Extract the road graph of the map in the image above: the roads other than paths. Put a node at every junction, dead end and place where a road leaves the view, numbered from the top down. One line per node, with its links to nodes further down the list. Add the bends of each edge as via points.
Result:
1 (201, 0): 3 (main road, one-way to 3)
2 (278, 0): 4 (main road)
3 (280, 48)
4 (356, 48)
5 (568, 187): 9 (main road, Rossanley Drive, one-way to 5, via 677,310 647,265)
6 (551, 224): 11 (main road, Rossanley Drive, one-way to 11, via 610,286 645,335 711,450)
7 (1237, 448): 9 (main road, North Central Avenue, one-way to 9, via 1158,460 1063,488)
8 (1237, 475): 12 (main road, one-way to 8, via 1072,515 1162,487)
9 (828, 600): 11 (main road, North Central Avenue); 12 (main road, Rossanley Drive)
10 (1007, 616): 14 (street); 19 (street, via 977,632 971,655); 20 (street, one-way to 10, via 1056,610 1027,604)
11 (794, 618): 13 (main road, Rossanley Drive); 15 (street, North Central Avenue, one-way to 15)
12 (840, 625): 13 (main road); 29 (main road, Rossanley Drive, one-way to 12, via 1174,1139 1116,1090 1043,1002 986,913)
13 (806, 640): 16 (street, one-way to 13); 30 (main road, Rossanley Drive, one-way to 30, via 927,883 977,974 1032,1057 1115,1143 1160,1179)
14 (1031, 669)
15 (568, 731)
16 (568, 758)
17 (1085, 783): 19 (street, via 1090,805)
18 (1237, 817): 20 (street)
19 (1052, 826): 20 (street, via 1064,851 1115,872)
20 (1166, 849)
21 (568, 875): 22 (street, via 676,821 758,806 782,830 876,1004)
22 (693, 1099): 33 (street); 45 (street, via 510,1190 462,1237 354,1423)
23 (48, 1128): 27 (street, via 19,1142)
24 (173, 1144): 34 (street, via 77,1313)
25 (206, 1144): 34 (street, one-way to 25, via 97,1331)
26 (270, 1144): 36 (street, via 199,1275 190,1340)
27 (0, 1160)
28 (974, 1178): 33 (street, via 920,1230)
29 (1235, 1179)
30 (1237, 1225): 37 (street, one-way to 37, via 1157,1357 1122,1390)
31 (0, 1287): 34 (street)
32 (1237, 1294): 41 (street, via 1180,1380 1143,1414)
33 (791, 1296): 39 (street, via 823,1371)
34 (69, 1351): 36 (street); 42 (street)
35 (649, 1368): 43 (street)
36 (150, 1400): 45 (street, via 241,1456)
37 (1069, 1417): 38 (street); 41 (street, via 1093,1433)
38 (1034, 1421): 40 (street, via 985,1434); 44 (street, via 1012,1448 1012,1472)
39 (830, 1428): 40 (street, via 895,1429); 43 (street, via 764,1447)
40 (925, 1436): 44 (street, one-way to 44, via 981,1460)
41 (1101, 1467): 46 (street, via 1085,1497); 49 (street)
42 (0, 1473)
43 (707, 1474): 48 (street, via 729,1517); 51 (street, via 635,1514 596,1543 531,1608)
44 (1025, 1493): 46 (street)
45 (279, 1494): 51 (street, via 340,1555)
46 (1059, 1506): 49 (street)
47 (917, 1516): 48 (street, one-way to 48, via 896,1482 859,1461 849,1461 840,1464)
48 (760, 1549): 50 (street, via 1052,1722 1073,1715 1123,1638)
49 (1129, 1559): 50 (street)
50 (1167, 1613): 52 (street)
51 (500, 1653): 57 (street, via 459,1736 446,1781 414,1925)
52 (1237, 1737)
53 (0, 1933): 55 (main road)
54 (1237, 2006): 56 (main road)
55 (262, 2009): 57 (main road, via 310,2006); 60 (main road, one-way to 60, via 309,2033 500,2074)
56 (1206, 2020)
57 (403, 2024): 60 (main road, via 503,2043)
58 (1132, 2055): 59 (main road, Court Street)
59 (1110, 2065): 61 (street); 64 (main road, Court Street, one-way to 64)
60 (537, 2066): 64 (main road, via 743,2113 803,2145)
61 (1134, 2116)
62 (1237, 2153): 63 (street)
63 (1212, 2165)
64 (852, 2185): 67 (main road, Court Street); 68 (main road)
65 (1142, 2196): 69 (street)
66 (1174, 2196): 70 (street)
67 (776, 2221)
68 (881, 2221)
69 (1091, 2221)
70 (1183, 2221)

• YOUR GOAL
Each line of the material should be duplicated exactly, please.

• ANSWER BOX
Extract the road graph of the map in the image above: the roads other than paths. Put a node at every junction, dead end and place where a road leaves the view, numbered from the top down. One line per node, with its links to nodes further down the list. Add the bends of each edge as via points.
Result:
1 (201, 0): 3 (main road, one-way to 3)
2 (278, 0): 4 (main road)
3 (280, 48)
4 (356, 48)
5 (568, 187): 9 (main road, Rossanley Drive, one-way to 5, via 677,310 647,265)
6 (551, 224): 11 (main road, Rossanley Drive, one-way to 11, via 610,286 645,335 711,450)
7 (1237, 448): 9 (main road, North Central Avenue, one-way to 9, via 1158,460 1063,488)
8 (1237, 475): 12 (main road, one-way to 8, via 1072,515 1162,487)
9 (828, 600): 11 (main road, North Central Avenue); 12 (main road, Rossanley Drive)
10 (1007, 616): 14 (street); 19 (street, via 977,632 971,655); 20 (street, one-way to 10, via 1056,610 1027,604)
11 (794, 618): 13 (main road, Rossanley Drive); 15 (street, North Central Avenue, one-way to 15)
12 (840, 625): 13 (main road); 29 (main road, Rossanley Drive, one-way to 12, via 1174,1139 1116,1090 1043,1002 986,913)
13 (806, 640): 16 (street, one-way to 13); 30 (main road, Rossanley Drive, one-way to 30, via 927,883 977,974 1032,1057 1115,1143 1160,1179)
14 (1031, 669)
15 (568, 731)
16 (568, 758)
17 (1085, 783): 19 (street, via 1090,805)
18 (1237, 817): 20 (street)
19 (1052, 826): 20 (street, via 1064,851 1115,872)
20 (1166, 849)
21 (568, 875): 22 (street, via 676,821 758,806 782,830 876,1004)
22 (693, 1099): 33 (street); 45 (street, via 510,1190 462,1237 354,1423)
23 (48, 1128): 27 (street, via 19,1142)
24 (173, 1144): 34 (street, via 77,1313)
25 (206, 1144): 34 (street, one-way to 25, via 97,1331)
26 (270, 1144): 36 (street, via 199,1275 190,1340)
27 (0, 1160)
28 (974, 1178): 33 (street, via 920,1230)
29 (1235, 1179)
30 (1237, 1225): 37 (street, one-way to 37, via 1157,1357 1122,1390)
31 (0, 1287): 34 (street)
32 (1237, 1294): 41 (street, via 1180,1380 1143,1414)
33 (791, 1296): 39 (street, via 823,1371)
34 (69, 1351): 36 (street); 42 (street)
35 (649, 1368): 43 (street)
36 (150, 1400): 45 (street, via 241,1456)
37 (1069, 1417): 38 (street); 41 (street, via 1093,1433)
38 (1034, 1421): 40 (street, via 985,1434); 44 (street, via 1012,1448 1012,1472)
39 (830, 1428): 40 (street, via 895,1429); 43 (street, via 764,1447)
40 (925, 1436): 44 (street, one-way to 44, via 981,1460)
41 (1101, 1467): 46 (street, via 1085,1497); 49 (street)
42 (0, 1473)
43 (707, 1474): 48 (street, via 729,1517); 51 (street, via 635,1514 596,1543 531,1608)
44 (1025, 1493): 46 (street)
45 (279, 1494): 51 (street, via 340,1555)
46 (1059, 1506): 49 (street)
47 (917, 1516): 48 (street, one-way to 48, via 896,1482 859,1461 849,1461 840,1464)
48 (760, 1549): 50 (street, via 1052,1722 1073,1715 1123,1638)
49 (1129, 1559): 50 (street)
50 (1167, 1613): 52 (street)
51 (500, 1653): 57 (street, via 459,1736 446,1781 414,1925)
52 (1237, 1737)
53 (0, 1933): 55 (main road)
54 (1237, 2006): 56 (main road)
55 (262, 2009): 57 (main road, via 310,2006); 60 (main road, one-way to 60, via 309,2033 500,2074)
56 (1206, 2020)
57 (403, 2024): 60 (main road, via 503,2043)
58 (1132, 2055): 59 (main road, Court Street)
59 (1110, 2065): 61 (street); 64 (main road, Court Street, one-way to 64)
60 (537, 2066): 64 (main road, via 743,2113 803,2145)
61 (1134, 2116)
62 (1237, 2153): 63 (street)
63 (1212, 2165)
64 (852, 2185): 67 (main road, Court Street); 68 (main road)
65 (1142, 2196): 69 (street)
66 (1174, 2196): 70 (street)
67 (776, 2221)
68 (881, 2221)
69 (1091, 2221)
70 (1183, 2221)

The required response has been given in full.